You said earlier that it was clear that Congress was rejecting the idea of a cap-and-trade program, and that you wouldn’t be able to move forward with that. Looking ahead, do you feel the same way about EPA regulating carbon emissions?  Would you be open to them doing essentially the same thing through an administrative action, or is that off the table, as well?   

The President’s answer included a claim that is just not true

The EPA is under a court order that says greenhouse gases are a pollutant that fall under their jurisdiction. And I think one of the things that’s very important for me is not to have us ignore the science, but rather to find ways that we can solve these problems that don’t hurt the economy, that encourage the development of clean energy in this country, that, in fact, may give us opportunities to create entire new industries and create jobs that — and that put us in a competitive posture around the world. 

Chris Horner of the Competitive Enterprise Institute refutes the President’s contention in a post at the American Spectator’s blog:

The 5-4 majority in Massachusetts v.

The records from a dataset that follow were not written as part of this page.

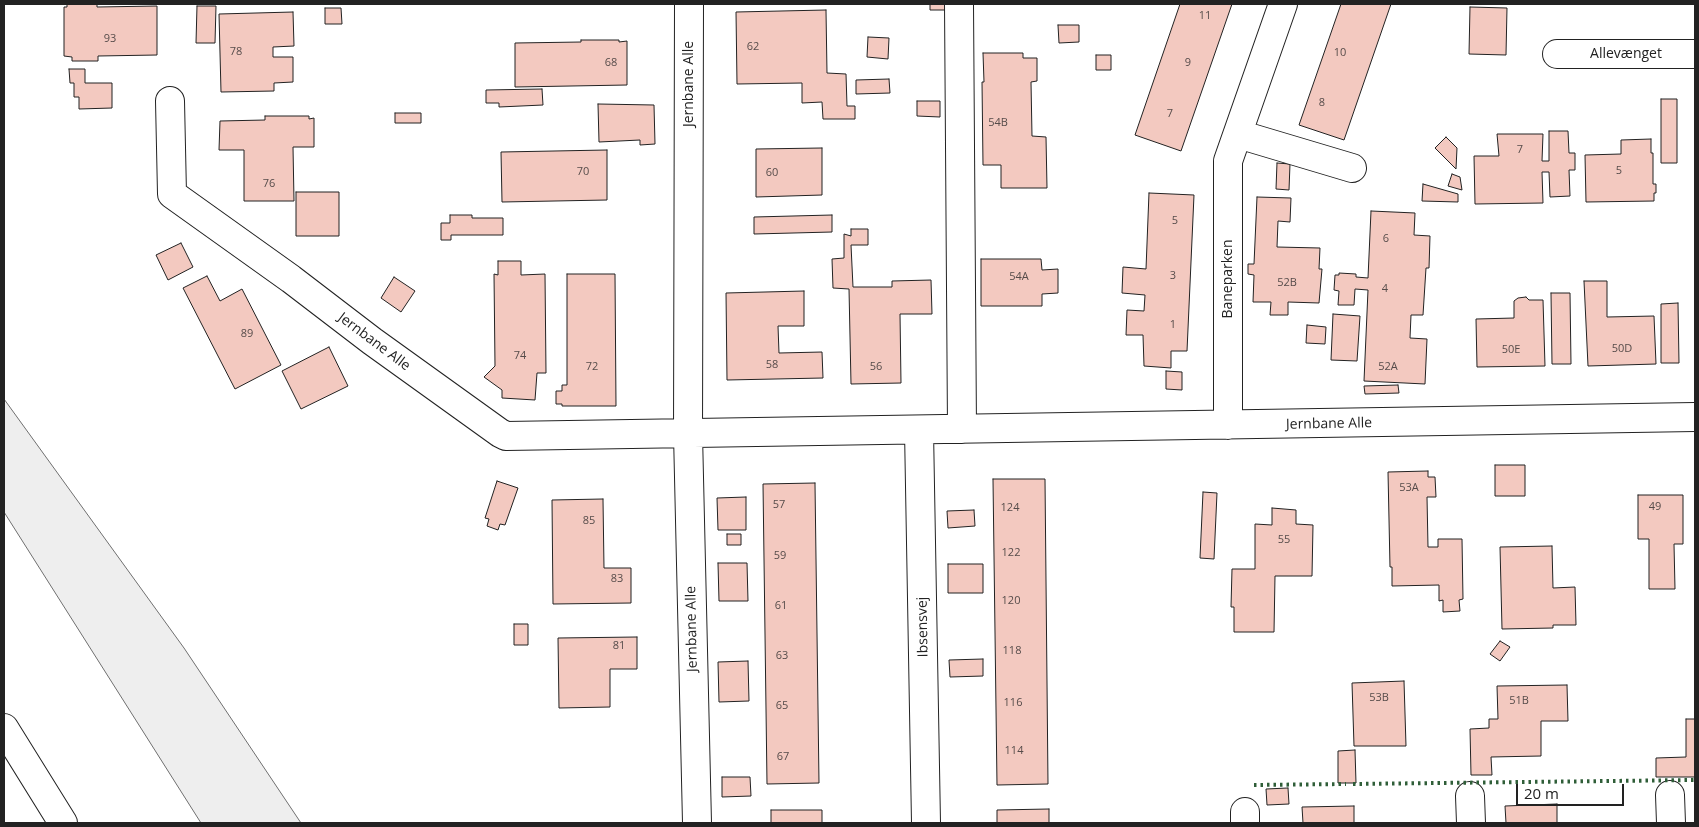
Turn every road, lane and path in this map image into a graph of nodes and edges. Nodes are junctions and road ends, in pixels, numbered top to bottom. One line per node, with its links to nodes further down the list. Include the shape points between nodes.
1 (689, 4): 13 (main road, Jernbane Alle)
2 (959, 4): 11 (main road)
3 (1283, 4): 7 (main road, Baneparken)
4 (1557, 54): 5 (main road, Allevænget)
5 (1695, 54)
6 (170, 101): 13 (main road, Jernbane Alle, via 172,194 500,433 517,437)
7 (1238, 134): 8 (main road); 10 (main road, Baneparken, via 1228,161)
8 (1352, 168)
9 (1695, 418): 10 (main road, Jernbane Alle)
10 (1228, 426): 11 (main road, Jernbane Alle)
11 (962, 429): 12 (main road, Jernbane Alle)
12 (919, 430): 13 (main road, Jernbane Alle); 19 (main road, Ibsensvej)
13 (688, 434): 18 (main road, Jernbane Alle)
14 (4, 728): 17 (main road)
15 (1670, 795): 21 (main road)
16 (1470, 796): 20 (main road)
17 (63, 823)
18 (697, 823)
19 (926, 823)
20 (1470, 823)
21 (1671, 823)

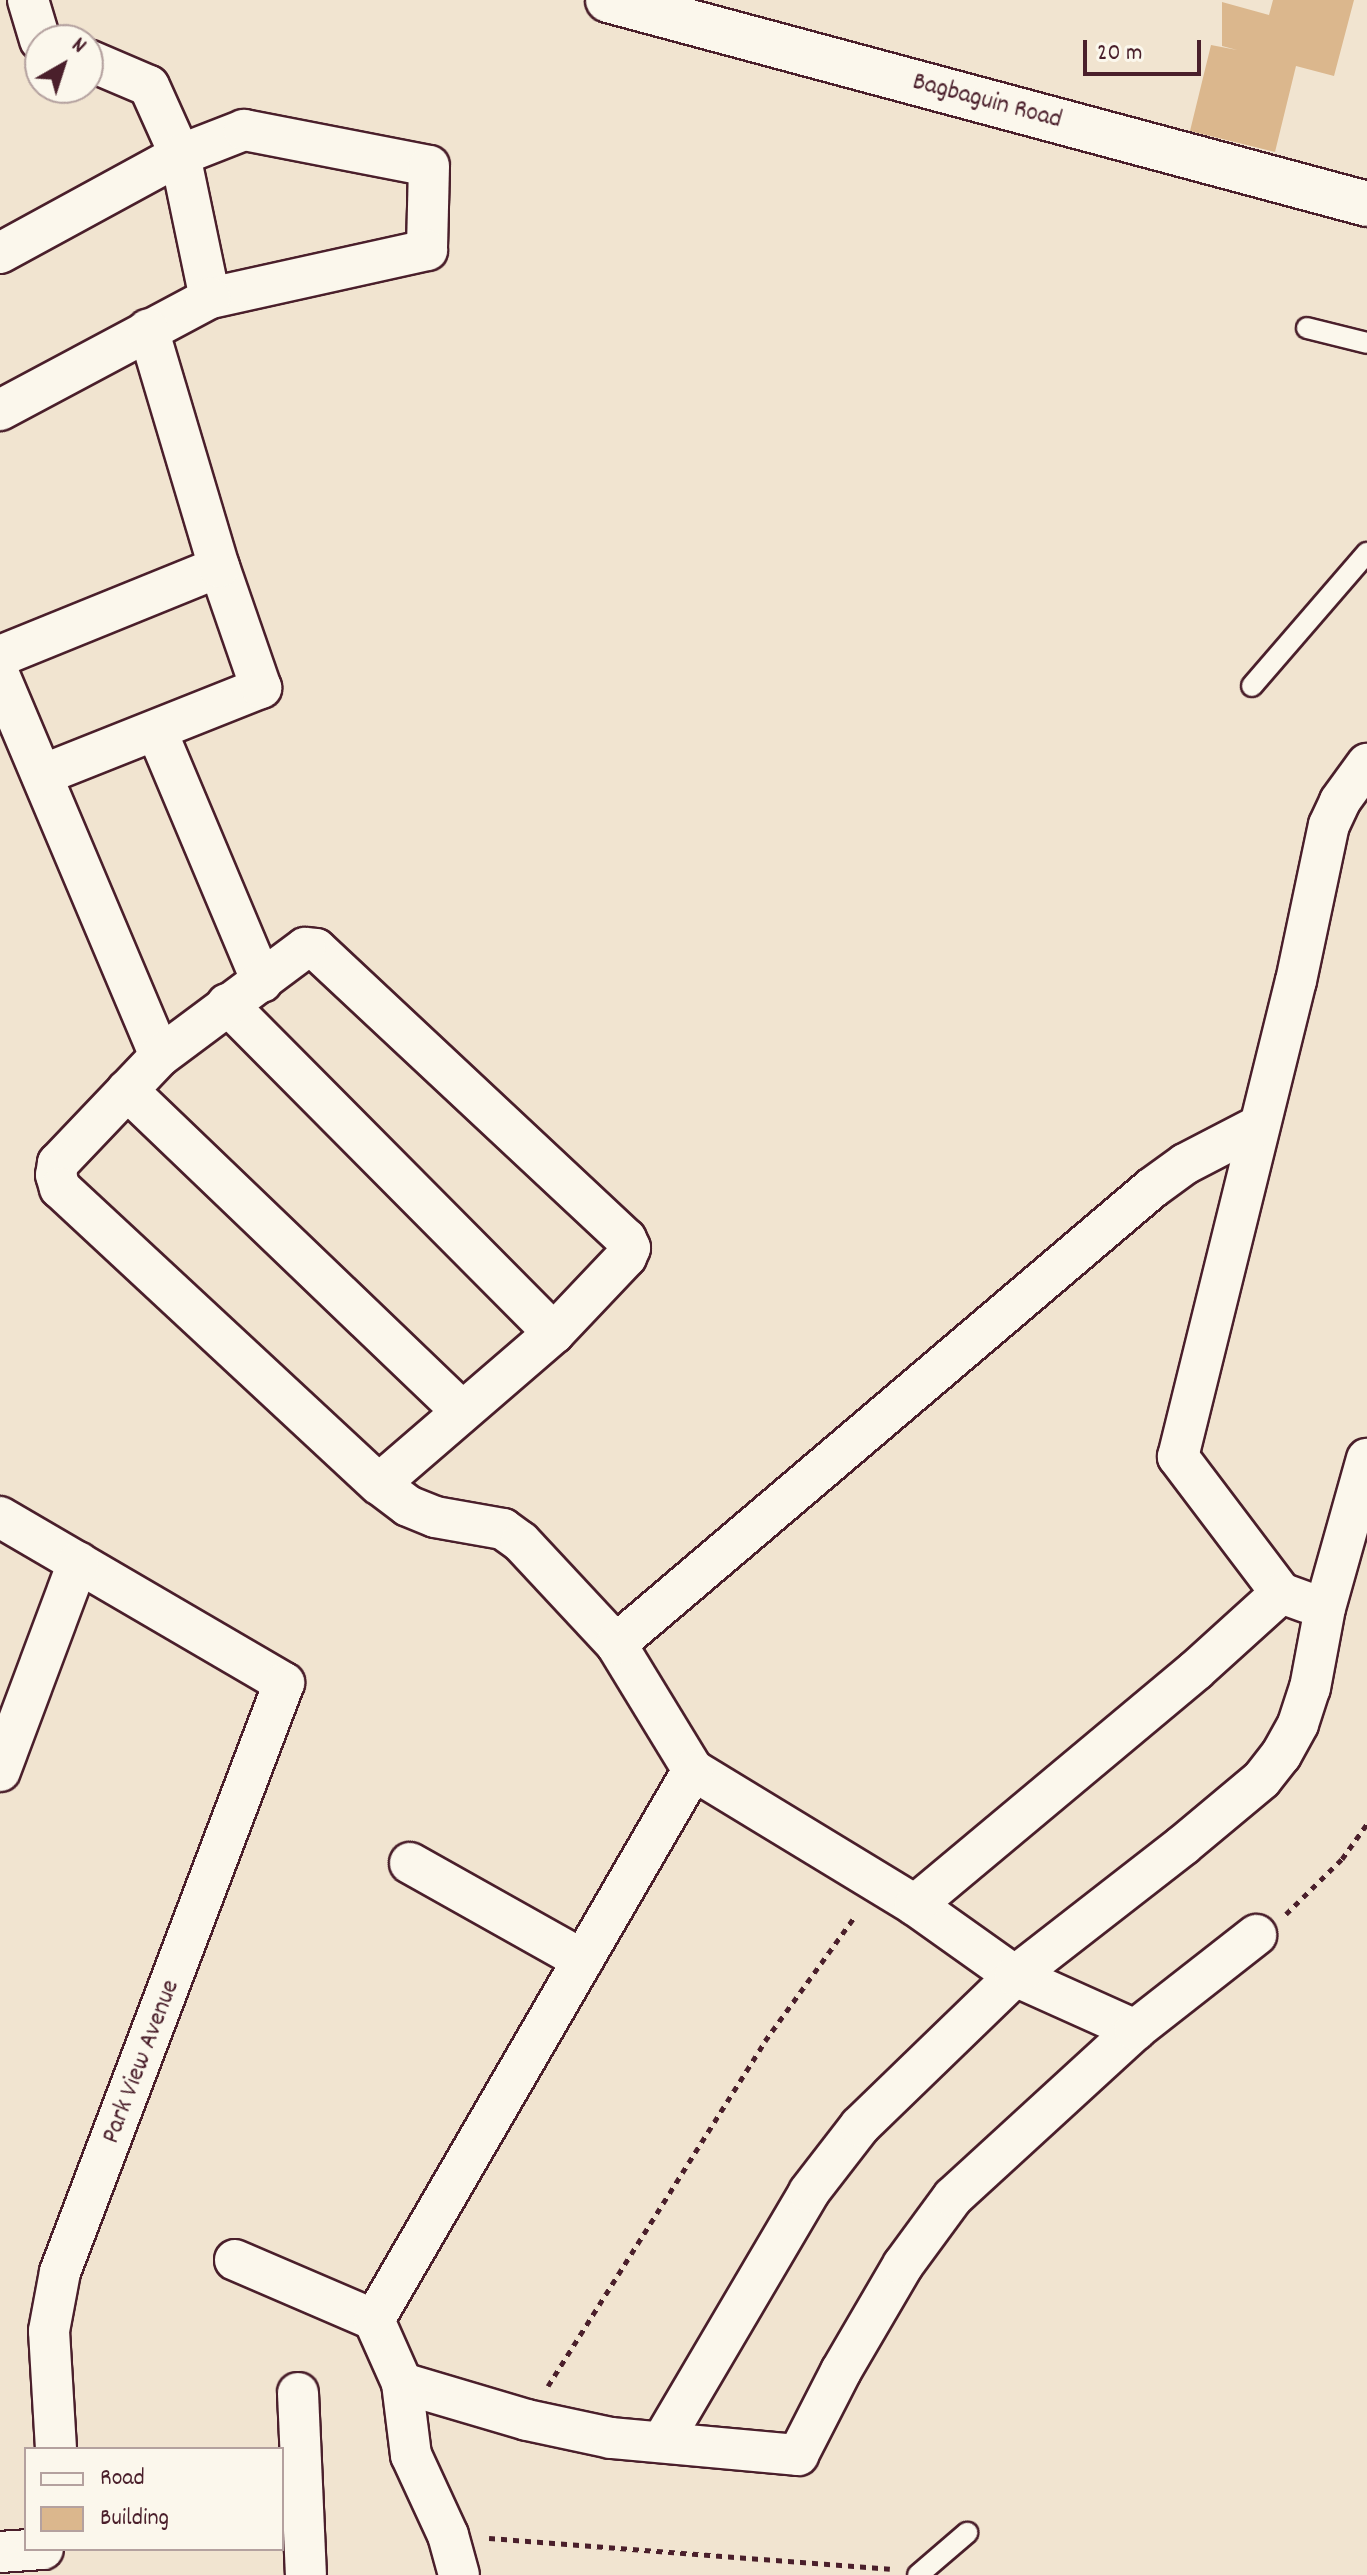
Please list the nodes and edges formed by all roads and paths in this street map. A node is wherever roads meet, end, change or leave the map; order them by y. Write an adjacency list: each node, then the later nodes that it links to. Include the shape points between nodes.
1 (28, 0): 3 (street)
2 (608, 0): 6 (street, Bagbaguin Road)
3 (34, 24)
4 (104, 67): 5 (street, via 149,86)
5 (180, 155): 7 (street); 8 (street); 8 (street, via 244,130 429,166 427,250)
6 (1367, 204)
7 (0, 253)
8 (210, 298): 10 (street)
9 (1307, 328): 11 (lane)
10 (148, 329): 12 (street); 14 (street)
11 (1367, 343)
12 (0, 410)
13 (1367, 553): 17 (lane)
14 (219, 567): 15 (street); 18 (street, via 261,688)
15 (0, 656)
16 (0, 677): 19 (street)
17 (1252, 686)
18 (157, 732): 19 (street); 21 (street)
19 (42, 775): 23 (street)
20 (1362, 776): 25 (street, via 1329,825)
21 (262, 982): 22 (street); 26 (street, via 305,948 316,949 626,1239 626,1257)
22 (227, 1004): 23 (street); 26 (street)
23 (160, 1056): 24 (street)
24 (127, 1090): 27 (street); 29 (street, via 58,1163 60,1188)
25 (1258, 1126): 32 (street, via 1178,1457); 34 (street, via 1185,1164 1152,1188)
26 (554, 1333): 27 (street)
27 (462, 1411): 29 (street)
28 (1367, 1459): 33 (street)
29 (379, 1484): 34 (street, via 408,1506 435,1517 503,1529)
30 (0, 1517): 31 (street)
31 (78, 1562): 36 (street); 51 (street, Park View Avenue, via 284,1683 60,2272 49,2331)
32 (1281, 1593): 33 (street); 40 (street)
33 (1325, 1608): 43 (street, via 1298,1724 1262,1779)
34 (616, 1644): 35 (street)
35 (693, 1770): 39 (street); 42 (street)
36 (0, 1771)
37 (1367, 1824): 41 (path, via 1299,1904)
38 (410, 1863): 42 (street)
39 (880, 1883): 40 (street); 49 (path, via 765,2041)
40 (915, 1905): 43 (street)
41 (1256, 1935): 44 (street)
42 (583, 1960): 46 (street)
43 (1015, 1976): 44 (street); 50 (street, via 893,2091 834,2157)
44 (1135, 2030): 50 (street, via 953,2197 903,2265 798,2455)
45 (235, 2260): 46 (street)
46 (374, 2320): 47 (street)
47 (402, 2383): 49 (street); 53 (street, via 411,2455)
48 (298, 2393): 59 (street)
49 (527, 2420): 50 (street, via 611,2438)
50 (662, 2442)
51 (56, 2447)
52 (967, 2533): 57 (lane)
53 (448, 2535): 57 (path); 60 (street)
54 (24, 2550): 56 (street)
55 (63, 2551): 58 (street)
56 (0, 2552)
57 (920, 2573)
58 (64, 2575)
59 (306, 2575)
60 (459, 2575)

EPA — and we know how the Left feel about 5-4 majorities effectively making decisions assigned to the political branches or process (coughBushvGorecough) — held that EPA could determine greenhouse gases are ‘pollutants’ if it chooses to but must ground any such decision in the statute. 

In short, EPA has offered no reasoned explanation for its refusal to decide whether greenhouse gases cause or contribute to climate change. Its action was therefore “arbitrary, capricious, … or otherwise not in accordance with law.” 42 U. S. C. §7607(d)(9)(A). We need not and do not reach the question whether on remand EPA must make an endangerment finding, or whether policy concerns can inform EPA’s actions in the event that it makes such a finding. Cf. Chevron U. S. A. Inc. v. Natural Resources Defense Council, Inc., 467 U. S. 837, 843-844 (1984) . We hold only that EPA must ground its reasons for action or inaction in the statute. (Justice Stevens writing for the majority).

This plainly exposes the president’s claim today as factually incorrect.

The majority made this decision by determining that “all airborne compounds of any stripe” that are ‘emitted’ can be called a pollutant under the Clean Air Act. To which Justice Scalia replied in his dissent in a footnote “It follows that everything  airborne, from Frisbees to flatulence, qualifies as an ‘air pollutant’. This reading of the statute defies common sense.” (emphasis in original but, give them no ideas, please!).

As John Engler, President of the National Association of Manufacturers, told reporters in a post-election conference call Wednesday, the new Congress is likely to reclaim its primacy in setting environmental, reclaiming it from the EPA.

[Part] of what many of the business organizations have been arguing from the beginning is that the EPA is getting way outside its authority from the Congress as it seeks to go through the regulatory process to regulate that which cannot pass in the congressional legislative process.

Horner, by the way, has been on a roll of acerbic astuteness in his recent, pre-election blog posts.